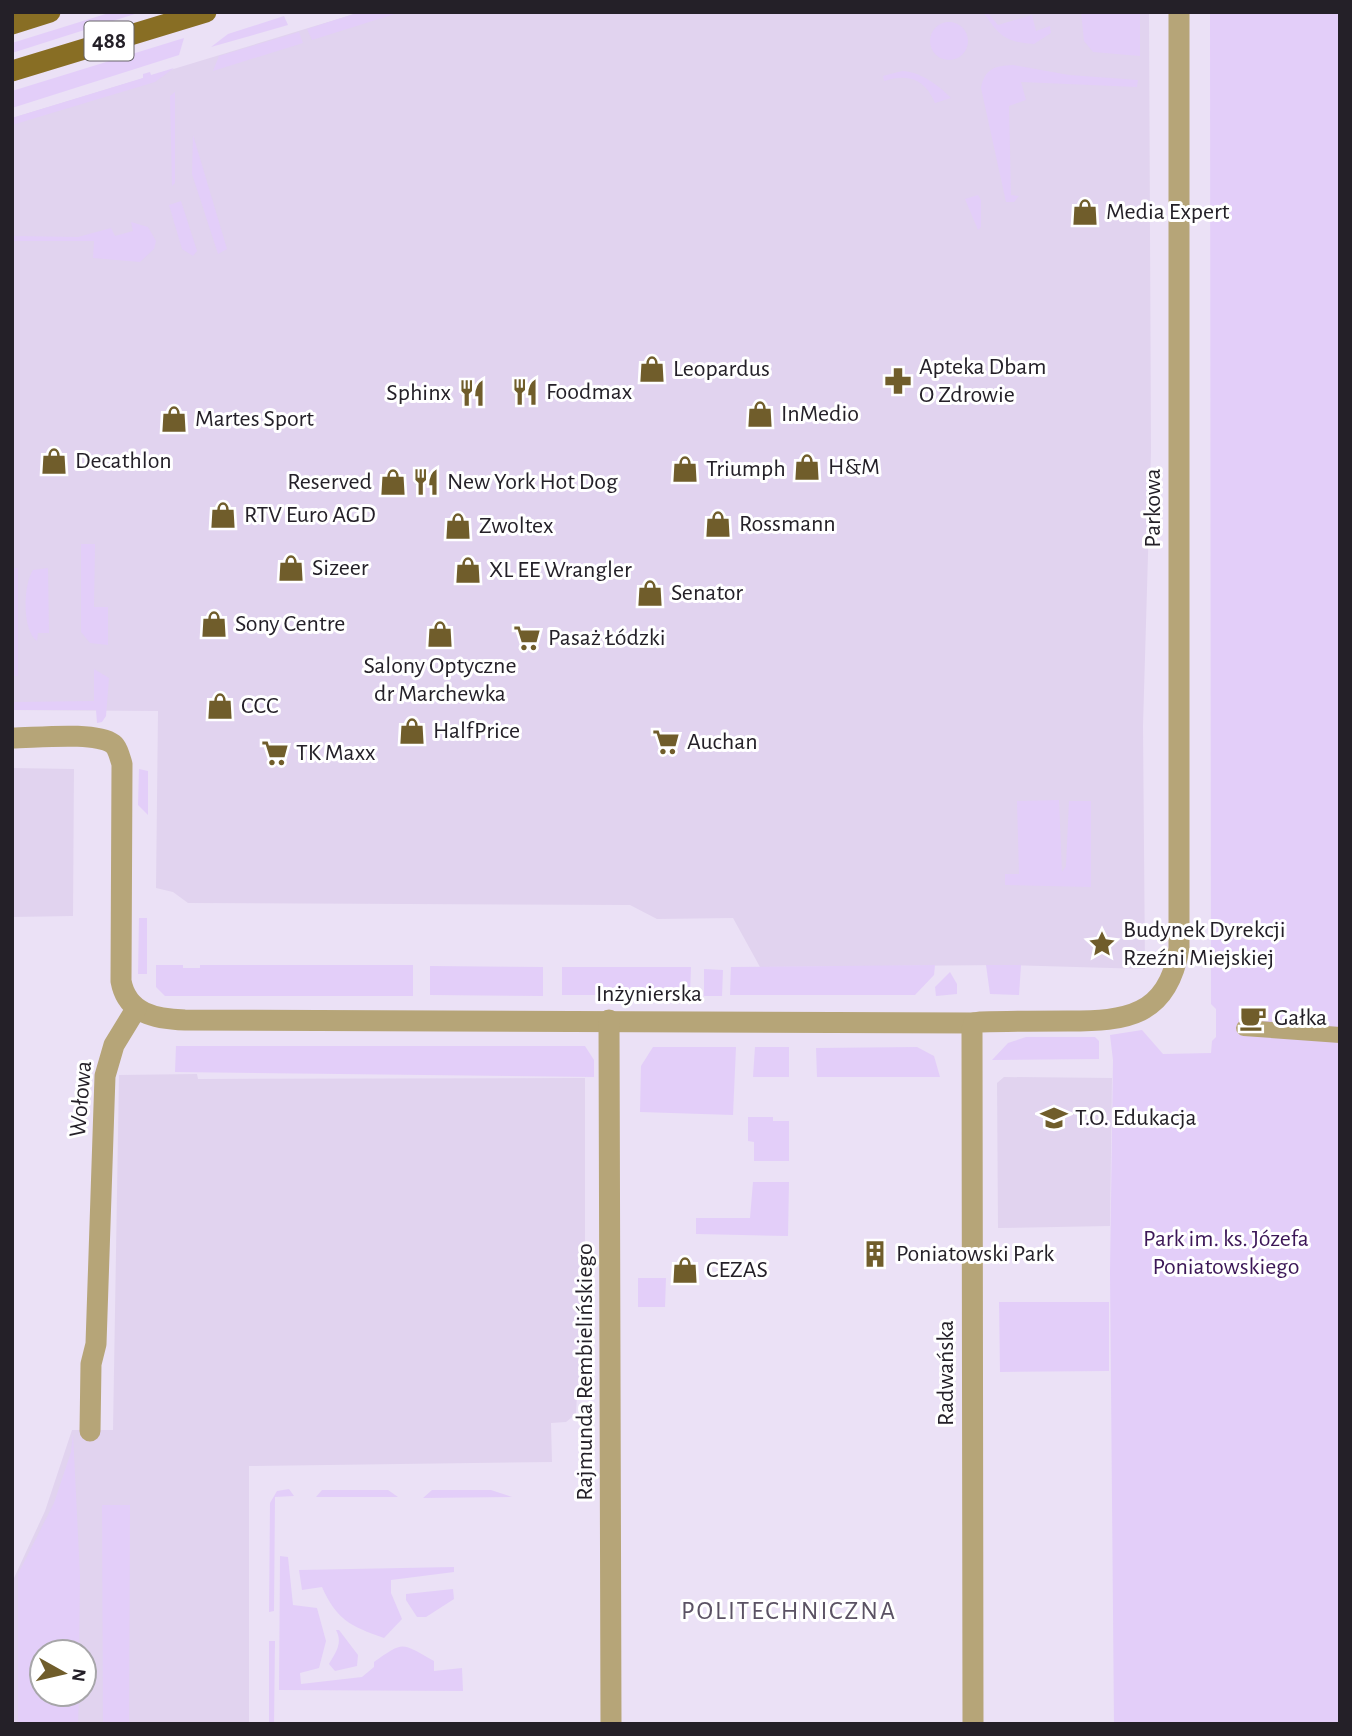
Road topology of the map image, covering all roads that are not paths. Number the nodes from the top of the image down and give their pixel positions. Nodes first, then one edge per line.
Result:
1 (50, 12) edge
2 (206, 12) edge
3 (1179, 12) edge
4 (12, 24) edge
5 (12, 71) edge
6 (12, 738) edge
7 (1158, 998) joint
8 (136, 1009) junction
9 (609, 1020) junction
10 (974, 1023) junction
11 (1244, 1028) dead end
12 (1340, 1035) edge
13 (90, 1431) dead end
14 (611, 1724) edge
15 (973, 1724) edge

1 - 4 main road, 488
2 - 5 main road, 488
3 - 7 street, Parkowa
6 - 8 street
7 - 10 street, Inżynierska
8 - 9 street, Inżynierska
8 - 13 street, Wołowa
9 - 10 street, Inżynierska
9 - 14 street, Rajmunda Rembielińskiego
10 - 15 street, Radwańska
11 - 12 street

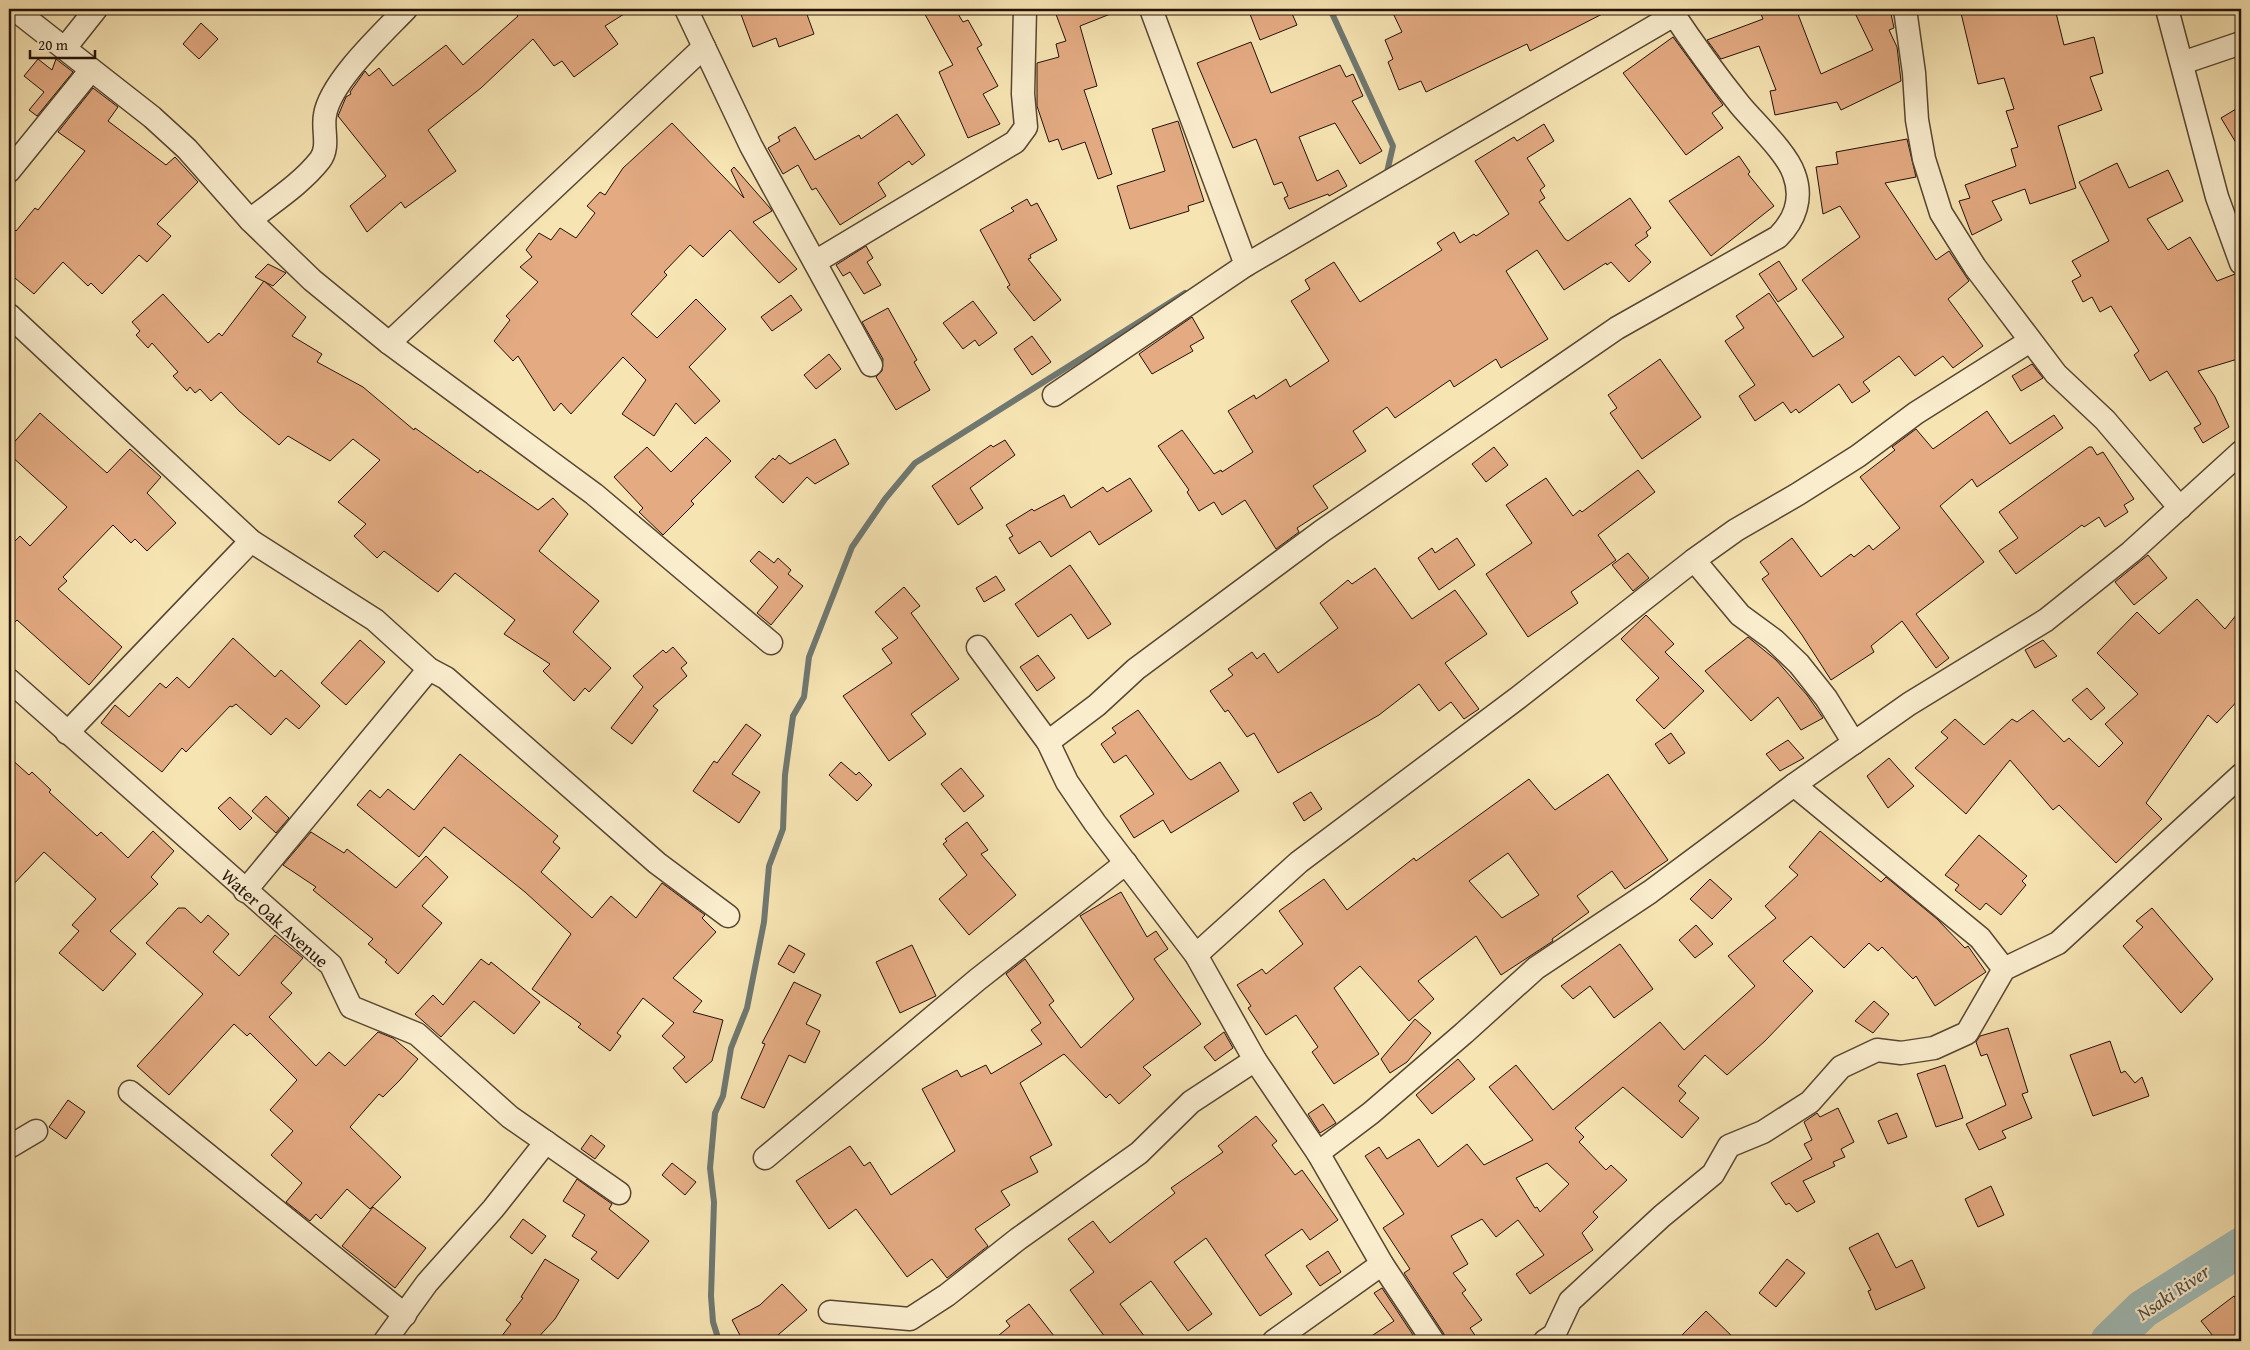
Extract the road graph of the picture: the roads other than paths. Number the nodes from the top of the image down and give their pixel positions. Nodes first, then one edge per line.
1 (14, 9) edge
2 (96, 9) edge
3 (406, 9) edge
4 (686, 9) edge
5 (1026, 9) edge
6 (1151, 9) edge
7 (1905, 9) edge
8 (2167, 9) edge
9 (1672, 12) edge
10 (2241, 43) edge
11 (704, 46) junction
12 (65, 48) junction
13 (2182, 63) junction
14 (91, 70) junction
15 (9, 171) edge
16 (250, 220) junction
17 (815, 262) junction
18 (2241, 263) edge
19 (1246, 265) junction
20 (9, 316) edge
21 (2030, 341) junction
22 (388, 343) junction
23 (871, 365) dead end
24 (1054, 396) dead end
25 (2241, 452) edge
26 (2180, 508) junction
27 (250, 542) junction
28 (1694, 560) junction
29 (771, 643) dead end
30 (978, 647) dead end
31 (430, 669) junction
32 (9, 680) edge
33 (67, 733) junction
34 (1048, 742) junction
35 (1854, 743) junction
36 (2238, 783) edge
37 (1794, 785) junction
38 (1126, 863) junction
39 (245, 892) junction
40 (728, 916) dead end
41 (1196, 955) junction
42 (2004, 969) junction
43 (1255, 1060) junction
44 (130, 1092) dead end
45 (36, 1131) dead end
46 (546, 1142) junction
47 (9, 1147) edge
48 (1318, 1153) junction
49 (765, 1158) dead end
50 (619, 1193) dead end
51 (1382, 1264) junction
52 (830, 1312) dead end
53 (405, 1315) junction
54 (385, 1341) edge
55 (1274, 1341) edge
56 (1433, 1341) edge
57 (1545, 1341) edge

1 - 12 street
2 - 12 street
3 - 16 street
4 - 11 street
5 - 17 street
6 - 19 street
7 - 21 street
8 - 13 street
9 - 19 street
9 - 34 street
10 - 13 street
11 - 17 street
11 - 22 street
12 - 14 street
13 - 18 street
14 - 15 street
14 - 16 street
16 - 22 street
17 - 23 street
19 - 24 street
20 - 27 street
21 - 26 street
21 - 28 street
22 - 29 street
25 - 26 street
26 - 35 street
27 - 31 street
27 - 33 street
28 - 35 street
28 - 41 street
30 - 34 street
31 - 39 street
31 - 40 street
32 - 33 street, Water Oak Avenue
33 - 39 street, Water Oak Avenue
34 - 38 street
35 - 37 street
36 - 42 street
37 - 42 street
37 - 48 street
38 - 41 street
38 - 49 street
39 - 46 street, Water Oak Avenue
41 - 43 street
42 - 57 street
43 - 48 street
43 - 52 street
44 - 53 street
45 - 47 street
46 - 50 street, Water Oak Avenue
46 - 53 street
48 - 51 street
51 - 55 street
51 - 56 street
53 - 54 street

Exercise objective.
All the data above is to be transcribed exactly, with no pictures included.

Exercise output.
Road topology of the map image, covering all roads that are not paths. Number the nodes from the top of the image down and give their pixel positions. Nodes first, then one edge per line.
Result:
1 (50, 12) edge
2 (206, 12) edge
3 (1179, 12) edge
4 (12, 24) edge
5 (12, 71) edge
6 (12, 738) edge
7 (1158, 998) joint
8 (136, 1009) junction
9 (609, 1020) junction
10 (974, 1023) junction
11 (1244, 1028) dead end
12 (1340, 1035) edge
13 (90, 1431) dead end
14 (611, 1724) edge
15 (973, 1724) edge

1 - 4 main road, 488
2 - 5 main road, 488
3 - 7 street, Parkowa
6 - 8 street
7 - 10 street, Inżynierska
8 - 9 street, Inżynierska
8 - 13 street, Wołowa
9 - 10 street, Inżynierska
9 - 14 street, Rajmunda Rembielińskiego
10 - 15 street, Radwańska
11 - 12 street

Extract the road graph of the picture: the roads other than paths. Number the nodes from the top of the image down and give their pixel positions. Nodes first, then one edge per line.
1 (14, 9) edge
2 (96, 9) edge
3 (406, 9) edge
4 (686, 9) edge
5 (1026, 9) edge
6 (1151, 9) edge
7 (1905, 9) edge
8 (2167, 9) edge
9 (1672, 12) edge
10 (2241, 43) edge
11 (704, 46) junction
12 (65, 48) junction
13 (2182, 63) junction
14 (91, 70) junction
15 (9, 171) edge
16 (250, 220) junction
17 (815, 262) junction
18 (2241, 263) edge
19 (1246, 265) junction
20 (9, 316) edge
21 (2030, 341) junction
22 (388, 343) junction
23 (871, 365) dead end
24 (1054, 396) dead end
25 (2241, 452) edge
26 (2180, 508) junction
27 (250, 542) junction
28 (1694, 560) junction
29 (771, 643) dead end
30 (978, 647) dead end
31 (430, 669) junction
32 (9, 680) edge
33 (67, 733) junction
34 (1048, 742) junction
35 (1854, 743) junction
36 (2238, 783) edge
37 (1794, 785) junction
38 (1126, 863) junction
39 (245, 892) junction
40 (728, 916) dead end
41 (1196, 955) junction
42 (2004, 969) junction
43 (1255, 1060) junction
44 (130, 1092) dead end
45 (36, 1131) dead end
46 (546, 1142) junction
47 (9, 1147) edge
48 (1318, 1153) junction
49 (765, 1158) dead end
50 (619, 1193) dead end
51 (1382, 1264) junction
52 (830, 1312) dead end
53 (405, 1315) junction
54 (385, 1341) edge
55 (1274, 1341) edge
56 (1433, 1341) edge
57 (1545, 1341) edge

1 - 12 street
2 - 12 street
3 - 16 street
4 - 11 street
5 - 17 street
6 - 19 street
7 - 21 street
8 - 13 street
9 - 19 street
9 - 34 street
10 - 13 street
11 - 17 street
11 - 22 street
12 - 14 street
13 - 18 street
14 - 15 street
14 - 16 street
16 - 22 street
17 - 23 street
19 - 24 street
20 - 27 street
21 - 26 street
21 - 28 street
22 - 29 street
25 - 26 street
26 - 35 street
27 - 31 street
27 - 33 street
28 - 35 street
28 - 41 street
30 - 34 street
31 - 39 street
31 - 40 street
32 - 33 street, Water Oak Avenue
33 - 39 street, Water Oak Avenue
34 - 38 street
35 - 37 street
36 - 42 street
37 - 42 street
37 - 48 street
38 - 41 street
38 - 49 street
39 - 46 street, Water Oak Avenue
41 - 43 street
42 - 57 street
43 - 48 street
43 - 52 street
44 - 53 street
45 - 47 street
46 - 50 street, Water Oak Avenue
46 - 53 street
48 - 51 street
51 - 55 street
51 - 56 street
53 - 54 street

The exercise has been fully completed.